You did this when you tried to claim that pagan manifestations of other tongues, resembling possession accounts more than pentecostal tongues, is from the same Holy Spirit as the apostles at Pentecost experienced.
I think the story in Luke is mythological. It was his story, probably picked up from the myths of others, who like those in the Middle Ages believed the common cold was caused by spirits, trying to put a wrapper around cause and effect in mythological language. Very common thing to do. When you read Paul talking about it, written some 30 years before Luke wrote Acts, that was a practical discussion with it actually going on. And what I hear in that exchange is a little more light being cast upon it. And that light fits with what you see in all religions. The myth that is was "preaching the Gospel", is like saying a demon gave me a cold. That's not what the language supports in 1 Cor, nor the context of the discussion itself that was going on.
Nor does logic support it, for that matter! Why would God use a common religious expression as a "sign"? You want a real miracle as a sign for unbelievers, don't do what can and will be clearly mimicking what you see in these pagan temples! Just levitate the Christian 15 feet off the ground, then gracefully back down again. Now that would be a sign to unbelievers, alright!
I can just imagine the exchange back in Corinth. The Christian says "We have the truth, because see, we speak in tongues!" The pagan responds, "But we speak in tongues all the time up at the temple of Diana. How is that any different?" The Christian, using your argument responds, "

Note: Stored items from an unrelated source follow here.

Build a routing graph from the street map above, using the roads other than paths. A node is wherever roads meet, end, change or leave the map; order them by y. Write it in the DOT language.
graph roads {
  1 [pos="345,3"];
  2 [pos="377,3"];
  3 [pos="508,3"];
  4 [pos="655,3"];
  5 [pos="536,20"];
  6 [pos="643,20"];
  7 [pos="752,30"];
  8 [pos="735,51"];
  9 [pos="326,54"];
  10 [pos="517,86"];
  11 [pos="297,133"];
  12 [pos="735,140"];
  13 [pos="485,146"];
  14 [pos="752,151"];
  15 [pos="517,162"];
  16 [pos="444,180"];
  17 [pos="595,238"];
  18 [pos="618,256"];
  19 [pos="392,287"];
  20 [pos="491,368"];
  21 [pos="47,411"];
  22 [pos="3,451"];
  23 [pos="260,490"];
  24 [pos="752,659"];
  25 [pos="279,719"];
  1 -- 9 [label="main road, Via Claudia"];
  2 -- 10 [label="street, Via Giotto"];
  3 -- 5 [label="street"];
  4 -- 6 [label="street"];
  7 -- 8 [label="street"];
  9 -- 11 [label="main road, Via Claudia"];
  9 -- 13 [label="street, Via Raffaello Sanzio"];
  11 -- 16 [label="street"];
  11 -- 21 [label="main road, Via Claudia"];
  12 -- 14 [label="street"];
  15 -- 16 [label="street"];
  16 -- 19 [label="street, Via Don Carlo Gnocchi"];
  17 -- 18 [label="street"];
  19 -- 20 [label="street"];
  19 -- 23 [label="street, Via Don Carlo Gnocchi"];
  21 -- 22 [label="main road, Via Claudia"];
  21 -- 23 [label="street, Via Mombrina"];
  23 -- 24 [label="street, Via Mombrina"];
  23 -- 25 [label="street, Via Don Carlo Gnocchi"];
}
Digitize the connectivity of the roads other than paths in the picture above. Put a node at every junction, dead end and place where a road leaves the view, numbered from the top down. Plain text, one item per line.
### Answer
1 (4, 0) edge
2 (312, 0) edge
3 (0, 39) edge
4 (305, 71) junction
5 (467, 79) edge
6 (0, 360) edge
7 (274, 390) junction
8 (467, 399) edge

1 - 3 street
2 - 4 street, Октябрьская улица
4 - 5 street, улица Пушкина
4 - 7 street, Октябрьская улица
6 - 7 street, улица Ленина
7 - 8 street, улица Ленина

Because it is. Our's comes from the Holy Spirit, and yours comes from Satan". Well, color me unconvinced. If it's meant to be a sign, then why do something commonplace? "I shall show you a sign! Behold the moon shall rise and shine light tonight after the sun goes down!" That's not a sign at all.
Talking in tongues is not a sign to those who do it themselves! It certainly doesn't work to
impress unbelievers with much of anything at all, when they're used to seeing it happen all the time. "Oh look, he drinks water and eats food too, just like us. What's this he speaks of that being a sign to me about his God? How very odd he would think like this? We all drink and eat food."

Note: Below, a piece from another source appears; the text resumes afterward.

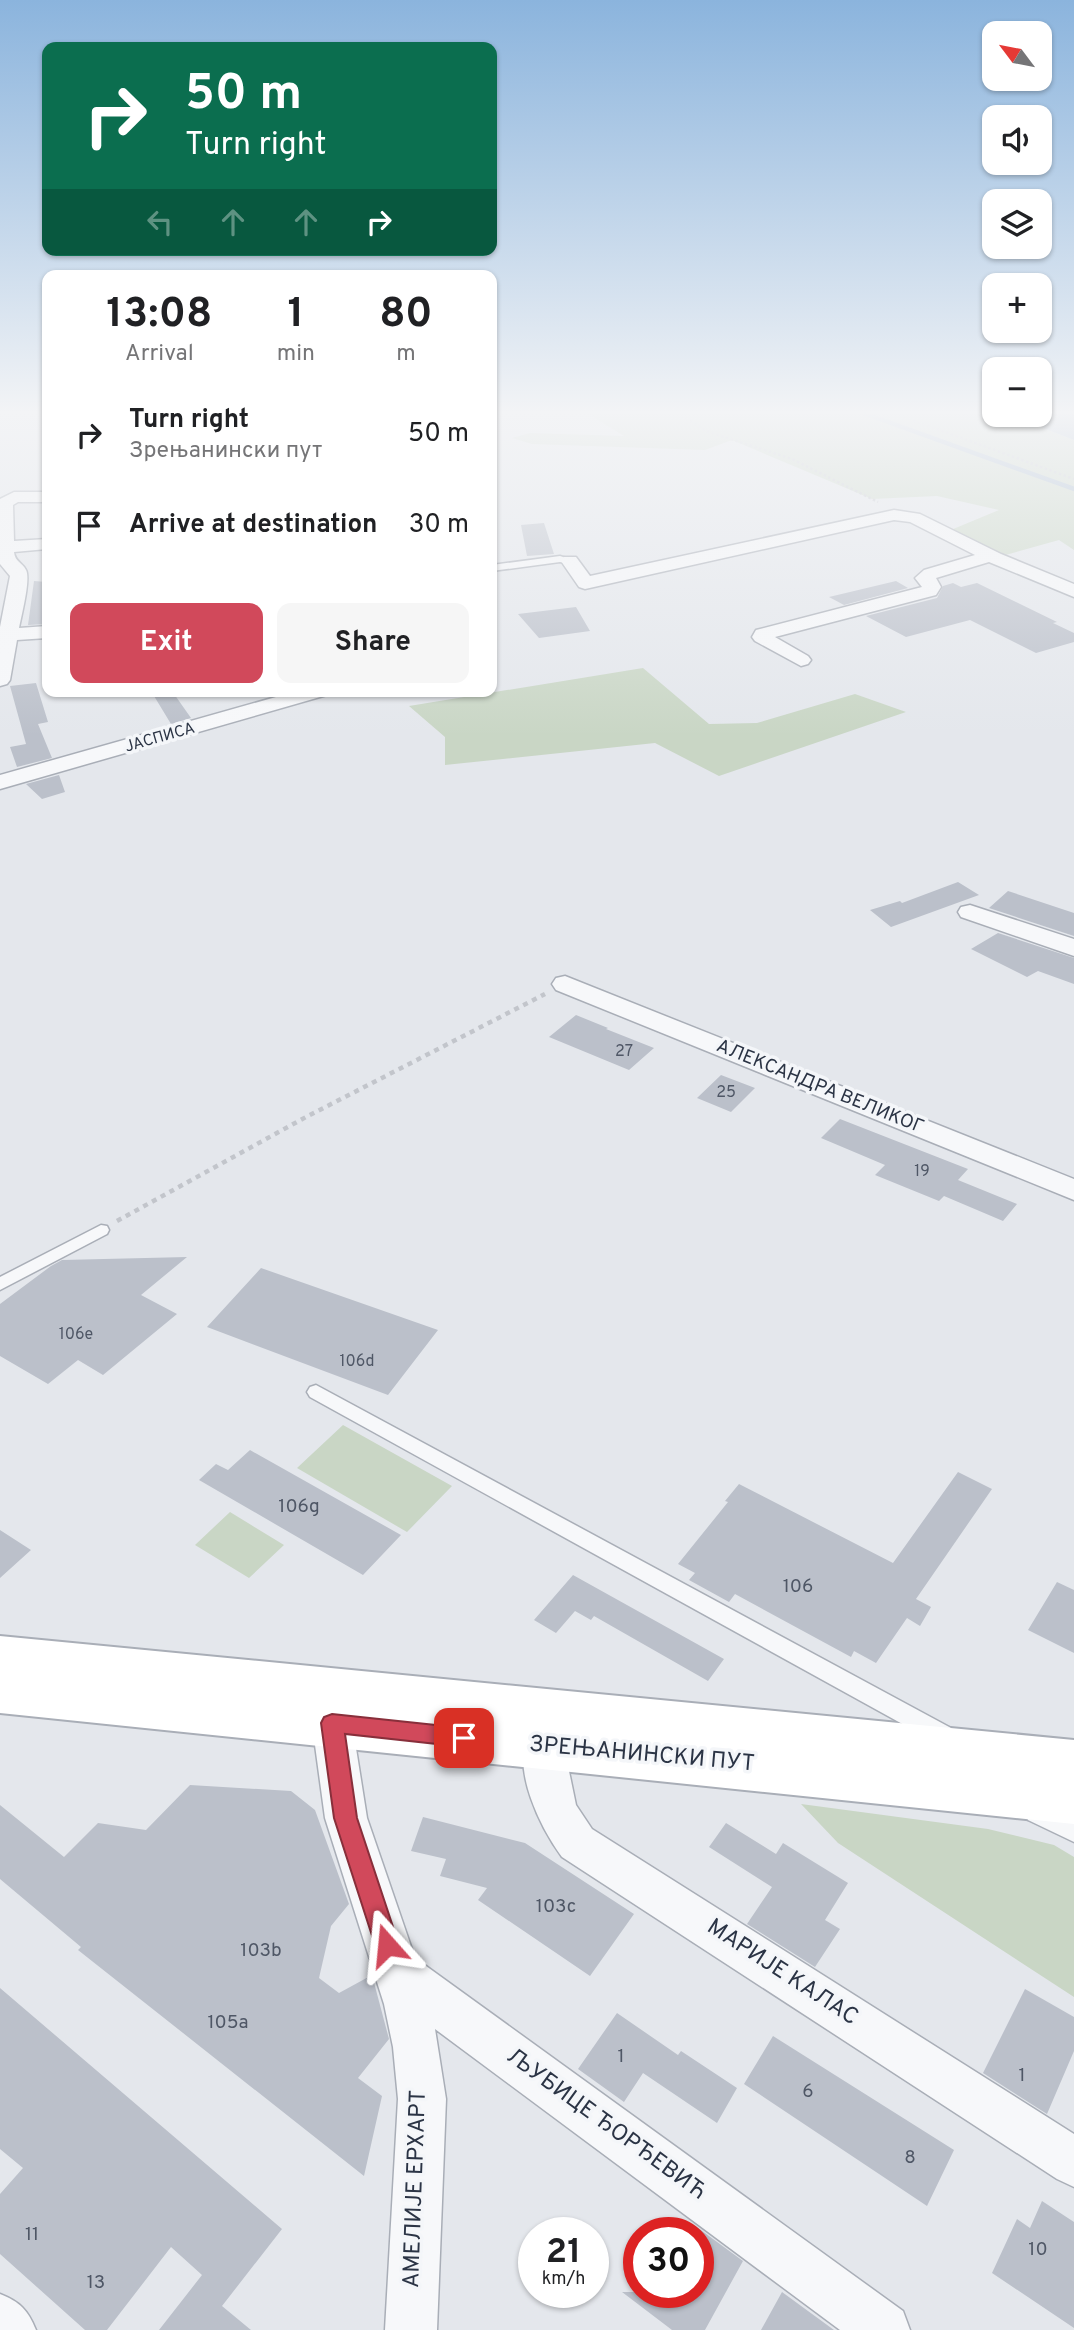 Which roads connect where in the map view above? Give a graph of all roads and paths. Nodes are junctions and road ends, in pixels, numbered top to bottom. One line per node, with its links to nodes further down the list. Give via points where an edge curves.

Biblically we can establish you are wrong to assume that.
Biblically, shmiblically.
You will only see in the Bible what your beliefs allow you to see. I read it differently, or at least understanding it differently as a whole than you do. I understand quite a lot about how people interpret things, and how they mistake their thoughts about something, as the reality of the thing itself. That's alright though, you're certainly not alone in this! That's why you have 30,000 plus Christian denominations all claiming they have it right and you're wrong. Welcome to the masses all thinking they're right because they read it in the Bible, mistaking the book for God himself.
Satan counterfeits and deceives:
2 Corinthians 11:13-15
Galatians 1:8
1 Timothy 4:1-2
2 Peter 2:1
2 Thessalonians 2:3-4
Revelation 12:9
Funny, when I read all of these it makes me think of all these preachers who preach their beliefs as "God's Word". They deceive not only others, but especially themselves. They are these who appear as an angel of light, a messenger of God, holding the Bible in their hands saying, "It's not my word, brother, it's God's word!". "By their fruits you shall know them". Division is not a fruit of the Spirit.